* [WORK INSTRUCTIONS]: Nothing but the lines holding the string "task" should appear in the answer. Copy them from the entries.
--- SUPPLIED ENTRIES ---
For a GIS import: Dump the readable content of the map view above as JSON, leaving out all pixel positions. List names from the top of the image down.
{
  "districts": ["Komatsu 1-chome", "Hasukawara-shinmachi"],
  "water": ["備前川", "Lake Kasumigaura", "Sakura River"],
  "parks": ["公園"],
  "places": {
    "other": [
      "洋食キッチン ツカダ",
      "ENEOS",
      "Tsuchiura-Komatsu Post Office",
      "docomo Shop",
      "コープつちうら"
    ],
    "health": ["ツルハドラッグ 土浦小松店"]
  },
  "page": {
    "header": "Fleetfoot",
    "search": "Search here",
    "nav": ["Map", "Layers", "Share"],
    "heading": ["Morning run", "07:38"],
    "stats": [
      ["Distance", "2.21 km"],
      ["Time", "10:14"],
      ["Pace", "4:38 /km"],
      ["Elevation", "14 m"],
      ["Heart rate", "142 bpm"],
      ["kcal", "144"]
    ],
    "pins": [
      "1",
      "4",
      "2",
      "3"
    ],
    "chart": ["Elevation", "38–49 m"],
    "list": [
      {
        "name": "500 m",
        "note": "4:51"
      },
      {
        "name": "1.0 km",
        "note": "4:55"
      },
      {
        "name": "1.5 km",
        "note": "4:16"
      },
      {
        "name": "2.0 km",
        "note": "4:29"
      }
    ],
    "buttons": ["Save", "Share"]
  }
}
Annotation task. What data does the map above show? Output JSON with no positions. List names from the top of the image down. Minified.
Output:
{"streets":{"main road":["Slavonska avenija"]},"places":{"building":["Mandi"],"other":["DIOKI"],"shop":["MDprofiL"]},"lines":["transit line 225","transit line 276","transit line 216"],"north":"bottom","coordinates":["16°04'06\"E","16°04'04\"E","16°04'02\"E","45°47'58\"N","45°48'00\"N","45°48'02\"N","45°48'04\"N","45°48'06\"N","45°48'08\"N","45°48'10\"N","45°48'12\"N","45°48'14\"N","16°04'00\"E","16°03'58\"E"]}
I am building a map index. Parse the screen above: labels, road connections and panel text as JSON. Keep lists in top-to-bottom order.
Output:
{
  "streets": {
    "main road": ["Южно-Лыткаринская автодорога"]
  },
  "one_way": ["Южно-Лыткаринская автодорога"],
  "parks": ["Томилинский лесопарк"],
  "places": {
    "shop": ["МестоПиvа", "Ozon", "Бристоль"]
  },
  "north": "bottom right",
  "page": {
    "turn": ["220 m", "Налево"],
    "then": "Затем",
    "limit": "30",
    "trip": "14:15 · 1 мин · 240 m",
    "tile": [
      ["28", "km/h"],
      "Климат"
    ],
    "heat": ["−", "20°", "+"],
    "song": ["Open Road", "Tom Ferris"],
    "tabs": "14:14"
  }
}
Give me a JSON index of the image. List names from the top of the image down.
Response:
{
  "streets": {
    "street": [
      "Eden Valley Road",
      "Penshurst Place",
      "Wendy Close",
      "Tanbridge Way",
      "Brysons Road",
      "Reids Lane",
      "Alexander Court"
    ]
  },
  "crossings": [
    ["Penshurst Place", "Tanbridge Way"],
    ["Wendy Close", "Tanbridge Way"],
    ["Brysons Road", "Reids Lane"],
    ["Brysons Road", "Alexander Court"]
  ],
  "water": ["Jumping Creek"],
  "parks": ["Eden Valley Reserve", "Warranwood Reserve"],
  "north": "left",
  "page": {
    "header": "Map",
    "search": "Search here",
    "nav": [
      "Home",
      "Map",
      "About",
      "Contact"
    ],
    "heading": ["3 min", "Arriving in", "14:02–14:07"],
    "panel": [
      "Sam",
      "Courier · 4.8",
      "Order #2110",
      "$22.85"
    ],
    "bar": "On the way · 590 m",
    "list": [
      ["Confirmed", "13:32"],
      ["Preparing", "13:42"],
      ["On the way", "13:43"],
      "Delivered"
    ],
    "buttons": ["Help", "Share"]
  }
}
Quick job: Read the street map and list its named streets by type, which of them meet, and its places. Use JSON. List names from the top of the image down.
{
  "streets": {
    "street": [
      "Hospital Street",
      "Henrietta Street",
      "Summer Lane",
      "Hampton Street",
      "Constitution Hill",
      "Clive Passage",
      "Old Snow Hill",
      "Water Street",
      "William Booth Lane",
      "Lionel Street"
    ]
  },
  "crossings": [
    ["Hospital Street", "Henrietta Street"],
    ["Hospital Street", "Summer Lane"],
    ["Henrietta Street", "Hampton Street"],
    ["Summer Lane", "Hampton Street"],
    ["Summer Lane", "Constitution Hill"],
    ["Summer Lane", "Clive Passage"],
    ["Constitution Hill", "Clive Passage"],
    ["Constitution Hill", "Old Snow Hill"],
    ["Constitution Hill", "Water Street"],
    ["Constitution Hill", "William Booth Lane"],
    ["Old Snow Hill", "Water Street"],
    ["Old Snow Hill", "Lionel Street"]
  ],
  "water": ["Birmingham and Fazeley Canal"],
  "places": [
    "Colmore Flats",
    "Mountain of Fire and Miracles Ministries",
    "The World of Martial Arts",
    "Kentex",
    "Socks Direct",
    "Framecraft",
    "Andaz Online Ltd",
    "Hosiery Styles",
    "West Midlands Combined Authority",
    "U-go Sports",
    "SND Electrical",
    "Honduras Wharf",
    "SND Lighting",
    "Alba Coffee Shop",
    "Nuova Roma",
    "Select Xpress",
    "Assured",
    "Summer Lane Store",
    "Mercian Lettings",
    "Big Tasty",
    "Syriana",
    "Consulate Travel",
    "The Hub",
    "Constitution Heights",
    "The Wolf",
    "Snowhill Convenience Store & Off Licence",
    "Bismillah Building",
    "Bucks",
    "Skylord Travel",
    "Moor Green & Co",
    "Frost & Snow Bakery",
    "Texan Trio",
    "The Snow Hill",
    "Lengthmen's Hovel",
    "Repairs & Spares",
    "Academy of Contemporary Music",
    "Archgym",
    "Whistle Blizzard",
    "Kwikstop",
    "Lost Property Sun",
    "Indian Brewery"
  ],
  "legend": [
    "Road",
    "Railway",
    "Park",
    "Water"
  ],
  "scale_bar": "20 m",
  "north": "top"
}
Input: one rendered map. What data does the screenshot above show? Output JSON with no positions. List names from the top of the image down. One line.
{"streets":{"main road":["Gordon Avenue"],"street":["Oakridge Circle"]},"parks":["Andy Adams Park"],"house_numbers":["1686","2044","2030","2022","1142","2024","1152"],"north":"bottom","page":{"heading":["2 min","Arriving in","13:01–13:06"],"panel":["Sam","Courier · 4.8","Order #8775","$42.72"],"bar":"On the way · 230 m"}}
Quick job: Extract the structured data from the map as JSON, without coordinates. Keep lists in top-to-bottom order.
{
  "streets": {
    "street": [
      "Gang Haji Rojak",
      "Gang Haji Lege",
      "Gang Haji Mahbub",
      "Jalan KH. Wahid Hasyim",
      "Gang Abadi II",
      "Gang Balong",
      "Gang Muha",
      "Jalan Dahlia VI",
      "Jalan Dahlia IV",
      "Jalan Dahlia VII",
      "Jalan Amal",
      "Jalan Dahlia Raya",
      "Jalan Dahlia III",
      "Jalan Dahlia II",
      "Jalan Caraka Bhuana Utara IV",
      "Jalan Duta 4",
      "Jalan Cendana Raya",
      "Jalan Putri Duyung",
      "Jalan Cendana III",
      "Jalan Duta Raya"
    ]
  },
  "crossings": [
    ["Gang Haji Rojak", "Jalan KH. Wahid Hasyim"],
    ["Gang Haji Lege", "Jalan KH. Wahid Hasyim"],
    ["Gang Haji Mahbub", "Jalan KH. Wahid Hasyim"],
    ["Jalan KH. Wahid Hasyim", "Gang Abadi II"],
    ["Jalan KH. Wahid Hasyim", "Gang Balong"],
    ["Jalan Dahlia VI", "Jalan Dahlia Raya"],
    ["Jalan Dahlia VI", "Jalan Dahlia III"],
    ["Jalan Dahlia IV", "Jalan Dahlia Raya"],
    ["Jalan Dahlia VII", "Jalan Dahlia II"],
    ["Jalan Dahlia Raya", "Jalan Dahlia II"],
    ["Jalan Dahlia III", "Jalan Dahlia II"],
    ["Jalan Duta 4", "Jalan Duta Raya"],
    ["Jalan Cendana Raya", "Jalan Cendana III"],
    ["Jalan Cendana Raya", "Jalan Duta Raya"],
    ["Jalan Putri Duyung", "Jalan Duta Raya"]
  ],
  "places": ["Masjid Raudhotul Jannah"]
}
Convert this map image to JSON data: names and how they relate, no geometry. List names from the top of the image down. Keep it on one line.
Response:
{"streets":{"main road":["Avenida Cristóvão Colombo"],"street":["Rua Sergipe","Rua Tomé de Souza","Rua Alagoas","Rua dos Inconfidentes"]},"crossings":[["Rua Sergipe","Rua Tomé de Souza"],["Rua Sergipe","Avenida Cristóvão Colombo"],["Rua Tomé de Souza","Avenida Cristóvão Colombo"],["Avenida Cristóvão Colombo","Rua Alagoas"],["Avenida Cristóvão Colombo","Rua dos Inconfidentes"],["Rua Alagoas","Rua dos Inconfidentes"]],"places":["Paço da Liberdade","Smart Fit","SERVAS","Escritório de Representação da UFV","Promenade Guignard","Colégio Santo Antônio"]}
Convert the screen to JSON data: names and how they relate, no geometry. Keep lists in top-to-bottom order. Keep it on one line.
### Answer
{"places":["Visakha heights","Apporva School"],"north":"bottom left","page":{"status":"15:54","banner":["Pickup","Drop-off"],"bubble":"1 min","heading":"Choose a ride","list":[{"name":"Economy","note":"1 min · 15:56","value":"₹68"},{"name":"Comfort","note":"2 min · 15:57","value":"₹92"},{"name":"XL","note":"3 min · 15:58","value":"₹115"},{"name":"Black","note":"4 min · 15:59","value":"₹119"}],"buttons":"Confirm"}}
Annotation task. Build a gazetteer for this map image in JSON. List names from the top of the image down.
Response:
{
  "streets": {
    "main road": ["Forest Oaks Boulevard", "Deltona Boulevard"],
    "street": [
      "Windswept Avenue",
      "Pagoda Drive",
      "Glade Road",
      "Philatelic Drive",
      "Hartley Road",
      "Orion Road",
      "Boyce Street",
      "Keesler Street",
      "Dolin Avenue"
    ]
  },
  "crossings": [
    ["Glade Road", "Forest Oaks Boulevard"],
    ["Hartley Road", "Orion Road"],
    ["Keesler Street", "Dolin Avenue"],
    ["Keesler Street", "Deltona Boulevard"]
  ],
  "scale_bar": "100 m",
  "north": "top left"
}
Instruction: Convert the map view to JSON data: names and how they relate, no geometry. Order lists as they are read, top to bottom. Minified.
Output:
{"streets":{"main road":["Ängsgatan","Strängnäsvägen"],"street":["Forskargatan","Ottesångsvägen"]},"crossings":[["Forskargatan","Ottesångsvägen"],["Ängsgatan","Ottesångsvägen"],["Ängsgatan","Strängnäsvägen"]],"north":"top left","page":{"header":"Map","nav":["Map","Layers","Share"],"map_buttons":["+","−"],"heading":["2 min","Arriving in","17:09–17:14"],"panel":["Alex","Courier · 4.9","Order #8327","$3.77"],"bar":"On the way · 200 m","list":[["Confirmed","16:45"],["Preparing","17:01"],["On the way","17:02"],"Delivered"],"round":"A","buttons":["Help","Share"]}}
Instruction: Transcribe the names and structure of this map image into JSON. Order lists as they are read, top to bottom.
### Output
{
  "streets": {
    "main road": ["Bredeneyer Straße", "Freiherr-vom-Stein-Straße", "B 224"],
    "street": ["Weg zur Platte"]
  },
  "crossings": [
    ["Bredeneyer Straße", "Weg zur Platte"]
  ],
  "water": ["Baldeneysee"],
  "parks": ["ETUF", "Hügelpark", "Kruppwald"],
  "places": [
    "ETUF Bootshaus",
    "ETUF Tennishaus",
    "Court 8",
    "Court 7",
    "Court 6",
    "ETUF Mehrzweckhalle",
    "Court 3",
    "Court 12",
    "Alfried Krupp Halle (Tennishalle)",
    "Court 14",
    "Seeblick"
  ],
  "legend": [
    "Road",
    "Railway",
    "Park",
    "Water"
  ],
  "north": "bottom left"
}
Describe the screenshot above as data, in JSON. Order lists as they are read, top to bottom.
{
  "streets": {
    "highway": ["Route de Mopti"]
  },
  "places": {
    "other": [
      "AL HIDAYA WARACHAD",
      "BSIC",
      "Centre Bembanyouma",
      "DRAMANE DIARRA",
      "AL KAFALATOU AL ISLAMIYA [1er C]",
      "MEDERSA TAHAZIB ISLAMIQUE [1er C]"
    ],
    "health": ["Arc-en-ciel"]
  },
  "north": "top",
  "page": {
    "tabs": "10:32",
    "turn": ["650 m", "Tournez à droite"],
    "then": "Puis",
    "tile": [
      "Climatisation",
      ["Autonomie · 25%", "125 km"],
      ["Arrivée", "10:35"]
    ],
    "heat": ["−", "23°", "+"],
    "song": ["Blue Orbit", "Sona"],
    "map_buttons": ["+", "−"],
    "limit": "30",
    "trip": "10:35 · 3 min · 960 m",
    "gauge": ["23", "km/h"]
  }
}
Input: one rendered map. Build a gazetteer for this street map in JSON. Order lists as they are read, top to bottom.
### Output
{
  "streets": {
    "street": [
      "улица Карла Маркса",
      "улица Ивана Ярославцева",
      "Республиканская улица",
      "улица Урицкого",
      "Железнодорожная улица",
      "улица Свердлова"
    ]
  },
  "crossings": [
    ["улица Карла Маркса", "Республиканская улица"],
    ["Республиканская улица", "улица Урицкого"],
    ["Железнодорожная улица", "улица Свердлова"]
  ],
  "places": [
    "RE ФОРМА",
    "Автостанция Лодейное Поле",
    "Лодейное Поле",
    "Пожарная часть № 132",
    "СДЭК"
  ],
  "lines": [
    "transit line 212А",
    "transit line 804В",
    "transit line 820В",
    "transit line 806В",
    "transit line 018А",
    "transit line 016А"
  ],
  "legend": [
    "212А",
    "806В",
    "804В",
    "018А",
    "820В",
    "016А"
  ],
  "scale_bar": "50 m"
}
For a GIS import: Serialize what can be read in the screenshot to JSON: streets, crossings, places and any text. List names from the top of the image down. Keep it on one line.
---
* [WRITTEN SOLUTION]:
Annotation task. What data does the map above show? Output JSON with no positions. List names from the top of the image down. Minified.
Annotation task. Build a gazetteer for this map image in JSON. List names from the top of the image down.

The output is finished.